Indigenous Trees Incubators in Agro-Ecological Zones in Kenya for the Commercialization of Nutritional Foods
Indigenous Trees Incubators in Agro-Ecological Zones in Kenya for the Commercialization of Nutritional Foodswca2014-2059 Anja M. Oussoren 1,* 1AgriPRO, Ivory Consult Ltd., Nairobi, Kenya
The genetic diversity and traditional knowledge of indigenous trees is disappearing rapidly in Kenya. Many of these trees provide essential nutrients through their fruits, leaves, bark, and/or roots, able to prevent human diseases. To commercialize nutritional foods from indigenous trees, a long term, iterative, participatory and multi-disciplinary innovation strategy has been designed. The strategy involves the identification and prioritization of indigenous trees for their conservation, propagation, regeneration and commercialization. It utilizes a systems approach that depends on the fields of ethnobotany, horticultural science, agroforestry, rural sociology, food science, nutrition, law, and business development. This innovation is called Indigenous Trees Incubators (ITIs).
ITIs will be established in each of the agro-ecological zones in Kenya. Each ITI will serve as the research base for 1) participatory ethnobotanical surveys, 2) conservation of germplasm, 3) prioritization of cultivars with desirable traits, 4) development of propagation protocols, 5) integration of indigenous food trees into the farming and non-farming landscapes and national policies, 6) development and commercialization of nutritional food products, and 7) benefits sharing.

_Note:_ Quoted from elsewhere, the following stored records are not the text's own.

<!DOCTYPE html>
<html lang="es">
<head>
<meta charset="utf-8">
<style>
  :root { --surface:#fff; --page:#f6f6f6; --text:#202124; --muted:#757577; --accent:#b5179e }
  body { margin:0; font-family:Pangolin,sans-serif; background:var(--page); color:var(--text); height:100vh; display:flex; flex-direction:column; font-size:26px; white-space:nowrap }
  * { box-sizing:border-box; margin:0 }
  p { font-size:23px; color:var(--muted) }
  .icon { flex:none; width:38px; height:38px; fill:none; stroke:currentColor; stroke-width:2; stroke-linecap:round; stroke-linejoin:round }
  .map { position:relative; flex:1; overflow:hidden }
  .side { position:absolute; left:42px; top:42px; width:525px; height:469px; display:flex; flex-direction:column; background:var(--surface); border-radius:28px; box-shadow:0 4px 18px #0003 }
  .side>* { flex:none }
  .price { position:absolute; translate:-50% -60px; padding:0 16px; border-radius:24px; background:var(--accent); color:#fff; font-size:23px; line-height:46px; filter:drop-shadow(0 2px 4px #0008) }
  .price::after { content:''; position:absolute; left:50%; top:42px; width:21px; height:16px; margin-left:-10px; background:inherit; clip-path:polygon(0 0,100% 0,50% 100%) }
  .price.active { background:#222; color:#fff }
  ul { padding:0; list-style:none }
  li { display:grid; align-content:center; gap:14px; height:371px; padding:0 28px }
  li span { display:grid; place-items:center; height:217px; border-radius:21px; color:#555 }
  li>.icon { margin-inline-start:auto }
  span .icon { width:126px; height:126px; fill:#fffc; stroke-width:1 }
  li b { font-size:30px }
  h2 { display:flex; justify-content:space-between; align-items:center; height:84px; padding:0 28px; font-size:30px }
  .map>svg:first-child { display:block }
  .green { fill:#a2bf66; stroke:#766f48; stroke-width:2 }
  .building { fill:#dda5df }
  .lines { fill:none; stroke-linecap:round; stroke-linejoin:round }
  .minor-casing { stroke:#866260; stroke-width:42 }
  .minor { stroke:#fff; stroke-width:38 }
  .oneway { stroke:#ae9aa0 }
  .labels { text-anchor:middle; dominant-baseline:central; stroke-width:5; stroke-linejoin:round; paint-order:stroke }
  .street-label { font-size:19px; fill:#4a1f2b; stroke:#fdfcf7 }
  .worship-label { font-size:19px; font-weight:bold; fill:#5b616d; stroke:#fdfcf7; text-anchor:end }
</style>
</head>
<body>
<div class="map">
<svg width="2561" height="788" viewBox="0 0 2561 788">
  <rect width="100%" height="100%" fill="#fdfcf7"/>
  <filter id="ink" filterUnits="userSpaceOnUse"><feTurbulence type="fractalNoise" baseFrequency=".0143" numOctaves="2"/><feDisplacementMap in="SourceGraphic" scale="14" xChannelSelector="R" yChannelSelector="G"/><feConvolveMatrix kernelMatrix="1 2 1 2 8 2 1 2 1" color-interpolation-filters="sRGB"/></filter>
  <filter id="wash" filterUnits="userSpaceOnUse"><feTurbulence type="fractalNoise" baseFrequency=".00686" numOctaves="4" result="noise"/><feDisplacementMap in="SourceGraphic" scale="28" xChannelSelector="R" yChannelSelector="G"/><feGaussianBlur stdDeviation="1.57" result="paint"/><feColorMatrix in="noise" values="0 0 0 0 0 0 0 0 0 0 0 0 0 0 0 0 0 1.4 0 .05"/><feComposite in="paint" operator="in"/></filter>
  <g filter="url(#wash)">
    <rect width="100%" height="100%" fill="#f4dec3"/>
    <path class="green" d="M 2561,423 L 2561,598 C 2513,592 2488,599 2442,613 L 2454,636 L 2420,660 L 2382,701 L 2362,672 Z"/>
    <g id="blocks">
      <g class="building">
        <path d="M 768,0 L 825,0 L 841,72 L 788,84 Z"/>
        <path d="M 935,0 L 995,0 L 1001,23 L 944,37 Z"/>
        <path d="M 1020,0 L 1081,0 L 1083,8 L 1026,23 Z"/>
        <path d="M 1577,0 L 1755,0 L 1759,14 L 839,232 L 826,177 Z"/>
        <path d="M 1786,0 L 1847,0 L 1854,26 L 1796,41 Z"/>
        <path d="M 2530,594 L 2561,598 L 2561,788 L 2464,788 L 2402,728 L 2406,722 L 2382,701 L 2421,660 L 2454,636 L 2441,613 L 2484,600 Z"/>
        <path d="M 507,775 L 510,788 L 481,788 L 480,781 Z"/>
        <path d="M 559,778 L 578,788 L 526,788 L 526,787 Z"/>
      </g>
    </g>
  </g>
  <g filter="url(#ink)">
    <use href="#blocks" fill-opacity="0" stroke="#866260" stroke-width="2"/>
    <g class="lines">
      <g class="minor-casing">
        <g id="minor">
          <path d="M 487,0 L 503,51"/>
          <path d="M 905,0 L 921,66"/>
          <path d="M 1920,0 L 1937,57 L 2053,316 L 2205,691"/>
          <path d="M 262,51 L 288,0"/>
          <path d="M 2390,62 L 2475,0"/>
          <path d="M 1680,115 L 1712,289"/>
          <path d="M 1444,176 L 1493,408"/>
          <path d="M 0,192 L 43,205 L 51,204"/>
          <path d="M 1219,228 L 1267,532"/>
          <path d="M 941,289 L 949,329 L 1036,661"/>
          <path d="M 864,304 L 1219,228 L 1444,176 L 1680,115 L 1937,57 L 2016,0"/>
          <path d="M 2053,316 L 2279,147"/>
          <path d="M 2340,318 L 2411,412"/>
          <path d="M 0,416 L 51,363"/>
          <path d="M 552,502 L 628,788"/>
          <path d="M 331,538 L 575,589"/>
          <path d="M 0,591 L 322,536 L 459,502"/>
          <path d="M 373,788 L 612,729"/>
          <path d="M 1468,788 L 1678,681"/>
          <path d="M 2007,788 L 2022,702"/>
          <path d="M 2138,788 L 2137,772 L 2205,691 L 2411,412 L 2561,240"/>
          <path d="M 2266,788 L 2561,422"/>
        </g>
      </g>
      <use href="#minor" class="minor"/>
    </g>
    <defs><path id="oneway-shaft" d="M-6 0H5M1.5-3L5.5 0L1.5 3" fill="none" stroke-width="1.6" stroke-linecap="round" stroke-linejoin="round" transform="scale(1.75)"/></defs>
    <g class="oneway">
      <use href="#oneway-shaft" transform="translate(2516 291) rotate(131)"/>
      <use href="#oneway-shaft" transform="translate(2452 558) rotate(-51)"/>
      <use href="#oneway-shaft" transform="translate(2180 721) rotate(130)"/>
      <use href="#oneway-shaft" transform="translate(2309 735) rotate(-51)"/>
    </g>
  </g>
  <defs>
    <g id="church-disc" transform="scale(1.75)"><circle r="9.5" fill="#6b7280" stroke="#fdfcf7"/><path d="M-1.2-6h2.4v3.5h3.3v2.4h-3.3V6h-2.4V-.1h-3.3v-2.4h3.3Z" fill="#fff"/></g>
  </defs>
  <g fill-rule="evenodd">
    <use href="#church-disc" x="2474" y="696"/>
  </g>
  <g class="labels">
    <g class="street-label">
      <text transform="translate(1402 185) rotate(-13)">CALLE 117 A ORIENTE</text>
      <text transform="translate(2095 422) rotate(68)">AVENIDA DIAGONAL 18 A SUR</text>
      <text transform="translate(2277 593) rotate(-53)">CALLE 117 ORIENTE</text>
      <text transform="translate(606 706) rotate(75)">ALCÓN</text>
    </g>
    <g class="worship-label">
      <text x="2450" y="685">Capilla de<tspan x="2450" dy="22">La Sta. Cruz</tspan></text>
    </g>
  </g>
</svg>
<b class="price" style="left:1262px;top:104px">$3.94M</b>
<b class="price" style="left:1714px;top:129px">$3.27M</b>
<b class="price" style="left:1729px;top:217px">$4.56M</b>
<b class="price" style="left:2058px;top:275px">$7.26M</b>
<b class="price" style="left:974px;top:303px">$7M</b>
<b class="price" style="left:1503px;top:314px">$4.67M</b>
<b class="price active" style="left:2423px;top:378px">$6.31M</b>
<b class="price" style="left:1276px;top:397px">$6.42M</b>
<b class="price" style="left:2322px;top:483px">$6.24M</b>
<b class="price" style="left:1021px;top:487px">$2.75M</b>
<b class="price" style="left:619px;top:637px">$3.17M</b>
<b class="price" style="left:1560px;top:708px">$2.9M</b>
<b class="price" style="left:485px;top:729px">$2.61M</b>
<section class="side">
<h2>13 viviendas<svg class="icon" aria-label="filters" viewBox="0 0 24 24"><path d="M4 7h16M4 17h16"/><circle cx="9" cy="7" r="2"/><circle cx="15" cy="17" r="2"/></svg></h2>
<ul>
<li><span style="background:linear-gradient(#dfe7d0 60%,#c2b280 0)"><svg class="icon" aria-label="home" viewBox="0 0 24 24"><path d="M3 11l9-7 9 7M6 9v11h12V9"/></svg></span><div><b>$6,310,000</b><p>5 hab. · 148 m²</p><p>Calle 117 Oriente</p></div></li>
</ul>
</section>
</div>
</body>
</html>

The force behind ITI’s is a private company in Kenya, concerned with the conservation and commercialization of healthy foods derived from indigenous trees. This private company serves as the hub, pulling together ethnobotanists, horticultural scientists, food, beverage and nutraceutical companies, food scientists, lawyers and policy makers. Extensive conversations and, in some cases, draft MoUs, are in place with Kenyan and international gene banks, National Agricultural and Forestry Research Centres, Ministries of Agriculture and Environment, County decision makers, community representatives, national and international research universities, national and international food and beverage companies, and research foundations.
This paper describes the 7-point ITI strategy in detail, providing an innovative pathway whereby the public and private sectors can pull their resources together to integrate indigenous trees into national and international applied science programs and economies.